Jeff Yang has written a great piece this week for his Asian Pop column for the San Francisco Chronicle on the racial over-simplification evidenced by Sharron Angle’s bizarre comments earlier this week. Here’s an excerpt:
The Angle campaign has struggled to dismiss the incident as trivial, and to place the blame on the media and the Reid campaign for blowing it out of proportion. And yes, it would be easy to put this incident in the box of what the French call le racisme ordinaire — petty, readily overlooked bits of insensitivity that reflect clumsiness rather than hate, ignorance rather than prejudice.
Angle wasn’t seeking to insult her audience by calling them Asian, nor did she imagine she’d offend Asians by claiming to be one herself.
But reducing race to simple signifiers can have terrifying consequences. The constant thrum of warning — to paraphrase UPS, “What will brown do to you?” — has made anyone whose natural skin color is in the darker range beyond beige a potential threat. You may be American-born and educated and patriotic to the core. But if you “look Latino” or “look Indian” or “look Arab,” you may as well be a thuggish illegal, a job-stealing visa parasite or a terrorist sleeper awaiting final instructions.

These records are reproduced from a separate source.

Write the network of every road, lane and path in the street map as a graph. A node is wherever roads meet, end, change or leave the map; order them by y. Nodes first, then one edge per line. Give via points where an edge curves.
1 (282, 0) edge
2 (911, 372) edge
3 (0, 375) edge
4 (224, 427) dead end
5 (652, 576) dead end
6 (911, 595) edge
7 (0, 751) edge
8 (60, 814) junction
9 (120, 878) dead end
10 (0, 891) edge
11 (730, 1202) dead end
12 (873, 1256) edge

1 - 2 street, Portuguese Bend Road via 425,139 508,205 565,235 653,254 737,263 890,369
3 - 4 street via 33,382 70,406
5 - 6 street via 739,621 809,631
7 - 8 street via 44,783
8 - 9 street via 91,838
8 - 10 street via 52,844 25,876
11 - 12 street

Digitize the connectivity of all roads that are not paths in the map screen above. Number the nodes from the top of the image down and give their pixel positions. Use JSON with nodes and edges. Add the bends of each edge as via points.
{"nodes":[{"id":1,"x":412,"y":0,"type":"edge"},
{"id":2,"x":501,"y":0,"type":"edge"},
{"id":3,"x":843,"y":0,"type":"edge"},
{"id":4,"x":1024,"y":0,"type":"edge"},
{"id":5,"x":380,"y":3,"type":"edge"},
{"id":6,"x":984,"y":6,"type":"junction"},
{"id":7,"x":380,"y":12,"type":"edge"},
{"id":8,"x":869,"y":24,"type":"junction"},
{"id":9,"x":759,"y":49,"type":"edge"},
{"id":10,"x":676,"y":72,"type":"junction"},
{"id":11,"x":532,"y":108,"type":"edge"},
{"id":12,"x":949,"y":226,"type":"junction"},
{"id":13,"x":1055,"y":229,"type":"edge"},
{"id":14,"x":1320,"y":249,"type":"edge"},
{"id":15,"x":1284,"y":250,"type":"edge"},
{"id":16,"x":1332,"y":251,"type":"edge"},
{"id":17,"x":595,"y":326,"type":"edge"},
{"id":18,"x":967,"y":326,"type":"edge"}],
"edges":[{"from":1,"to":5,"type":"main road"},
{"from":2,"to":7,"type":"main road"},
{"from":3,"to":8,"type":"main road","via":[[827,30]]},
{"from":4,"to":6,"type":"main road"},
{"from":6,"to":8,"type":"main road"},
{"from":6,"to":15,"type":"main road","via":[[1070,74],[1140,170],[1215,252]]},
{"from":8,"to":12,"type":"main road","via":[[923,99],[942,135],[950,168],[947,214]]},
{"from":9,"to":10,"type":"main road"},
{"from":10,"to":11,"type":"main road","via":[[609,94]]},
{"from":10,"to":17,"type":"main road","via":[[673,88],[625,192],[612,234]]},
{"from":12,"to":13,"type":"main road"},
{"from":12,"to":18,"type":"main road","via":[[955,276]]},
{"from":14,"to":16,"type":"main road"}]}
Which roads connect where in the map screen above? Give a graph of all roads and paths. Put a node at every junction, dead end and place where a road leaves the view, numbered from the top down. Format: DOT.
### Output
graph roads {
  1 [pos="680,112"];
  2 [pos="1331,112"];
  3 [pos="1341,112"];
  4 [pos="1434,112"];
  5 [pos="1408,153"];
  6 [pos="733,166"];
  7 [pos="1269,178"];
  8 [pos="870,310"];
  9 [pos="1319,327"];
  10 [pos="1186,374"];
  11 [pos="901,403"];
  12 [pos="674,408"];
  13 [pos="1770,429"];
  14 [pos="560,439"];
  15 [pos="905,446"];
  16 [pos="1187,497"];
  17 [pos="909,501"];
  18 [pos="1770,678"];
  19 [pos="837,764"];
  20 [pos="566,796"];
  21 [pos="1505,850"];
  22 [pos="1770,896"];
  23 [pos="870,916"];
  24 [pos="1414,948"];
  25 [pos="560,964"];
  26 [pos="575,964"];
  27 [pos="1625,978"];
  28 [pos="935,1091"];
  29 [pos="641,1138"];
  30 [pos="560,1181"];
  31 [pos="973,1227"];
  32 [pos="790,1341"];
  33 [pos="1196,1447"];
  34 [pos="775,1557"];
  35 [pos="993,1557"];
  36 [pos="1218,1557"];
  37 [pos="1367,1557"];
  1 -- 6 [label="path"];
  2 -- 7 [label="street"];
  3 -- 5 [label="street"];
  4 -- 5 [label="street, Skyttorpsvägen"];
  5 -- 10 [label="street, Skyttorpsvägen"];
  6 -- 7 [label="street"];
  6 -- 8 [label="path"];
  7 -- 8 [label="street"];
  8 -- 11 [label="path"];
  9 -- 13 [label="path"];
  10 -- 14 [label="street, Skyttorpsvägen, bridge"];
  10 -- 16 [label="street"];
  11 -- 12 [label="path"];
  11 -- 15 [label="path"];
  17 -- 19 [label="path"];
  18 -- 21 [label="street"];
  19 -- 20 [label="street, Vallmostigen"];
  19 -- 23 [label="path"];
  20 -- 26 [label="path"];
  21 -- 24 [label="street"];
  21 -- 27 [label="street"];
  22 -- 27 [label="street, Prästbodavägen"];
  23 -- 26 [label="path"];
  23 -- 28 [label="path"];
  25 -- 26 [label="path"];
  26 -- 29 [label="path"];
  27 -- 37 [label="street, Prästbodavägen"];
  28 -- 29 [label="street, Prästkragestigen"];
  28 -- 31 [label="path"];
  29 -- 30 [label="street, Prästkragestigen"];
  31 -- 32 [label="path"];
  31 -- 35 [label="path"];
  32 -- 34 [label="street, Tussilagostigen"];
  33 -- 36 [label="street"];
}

Meanwhile, with fear of China and North Korea at a contemporary peak, the flattening of Asian identity into a set of slanted eyes is similarly striking caution in the hearts of those who know how quickly the seeds of the schoolyard — “Can you even see through those things?”; “Wow, you could use dental floss as a blindfold!” — can blossom into full-fledged hate-mongering propaganda. The difference between the “chink face,” eye-corners pulled upward and outward, and the diabolical caricatures portrayed in 19th-century anti-immigrant broadsides, jingoist World War II posters and xenophobic editorial cartoons of Asians today is a just a matter of scale, not nature.